“Pemain yang dianggap harus bemain bagus, kok jelek. Kalo orang itu (kiper, red) dilindungi, akhirnya sasaran kemudian yang melindung (polisi, red). Akhirnya terjadi benturan antara polisi dan penonton,” terangnya.
Kemudian ia juga menyoroti waktu pertandingan yang di gelar pada malam hari. Ia menilai pertandingan yang digelar pukul 20.00 WIB tersebut, menyebabkan anominitas, massa yang tidak terlihat.
“Karena kalo malam hari indentitas seseorang tidak diketahui satu sama lain, itu tingkat kenekatannya semakin meraja lela. Kemudian apalagi, seperti tadi ada informasi ada yang meminum minuman keras, itu merupakan stimulan,” ungkapnya.

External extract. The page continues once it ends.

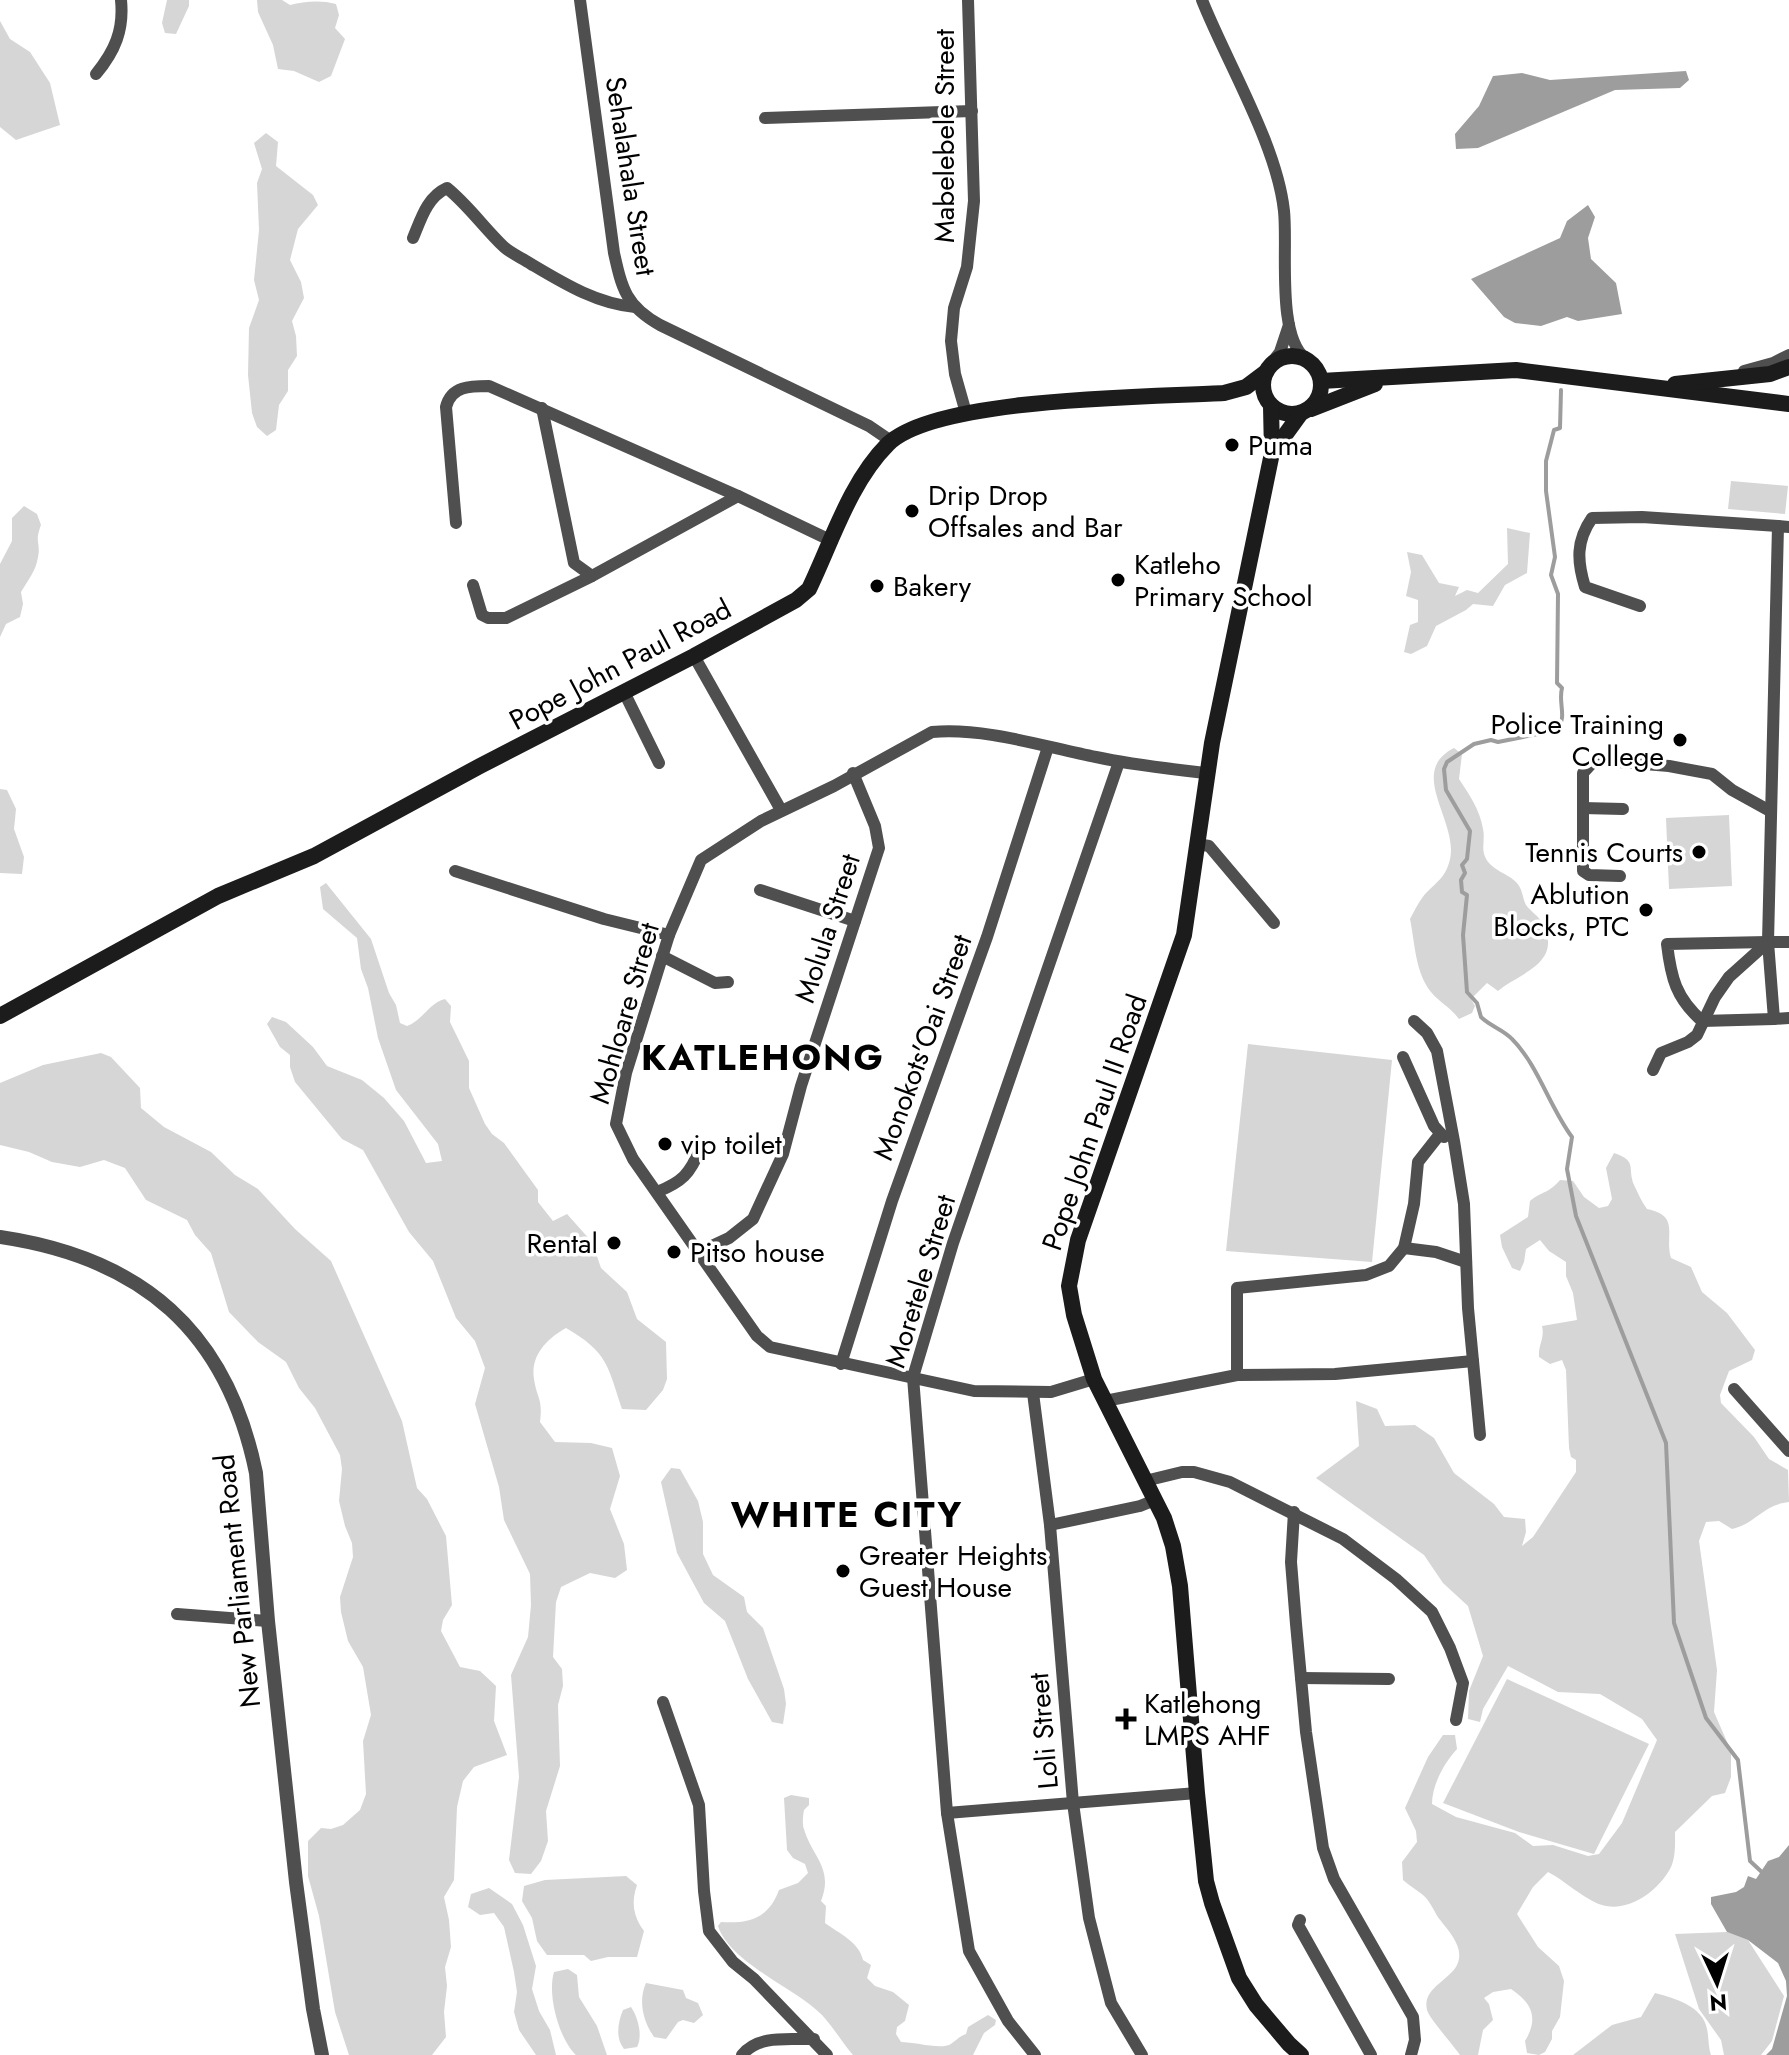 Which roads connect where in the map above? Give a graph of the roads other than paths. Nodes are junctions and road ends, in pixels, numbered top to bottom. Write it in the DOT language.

Maka dari itu, ia berharap agar pertandingan tidak dilakukan pada malam hari. Kemudian juga peran steward yang sangat fital sebagai penghalau massa agar jiwa massa tidak terbentuk. Karena jika jiwa massa terbentuk secara brutal, maka yang terjadi kericuhan seperti dalam tragedi Kanjuruhan.
Terkait respon dari aparat kepolisian yang menembakan gas air mata di dalam stadiun, Koentjono berpendapat bahwa anggota polisi yang bertugas semestinya sudah mengetahui prosedur pengendalian massa yang benar dalam menjalankan tugas.
“Seharusnya jika penggunakan senjata gas air mata dilarang, Panpel harus mengontrol dulu, kalau itu tidak boleh dipakek harus diberitahu dulu. Kalau itu sudah menjadi tradisi dan dilakukan tidak apa-apa, berarti hukum memperbolehkan. Dan jika itu dilarang harusnya sejak dulu tidak digunakan, karena polisi hanya pelaksana,” tegas dosen psikologi UGM.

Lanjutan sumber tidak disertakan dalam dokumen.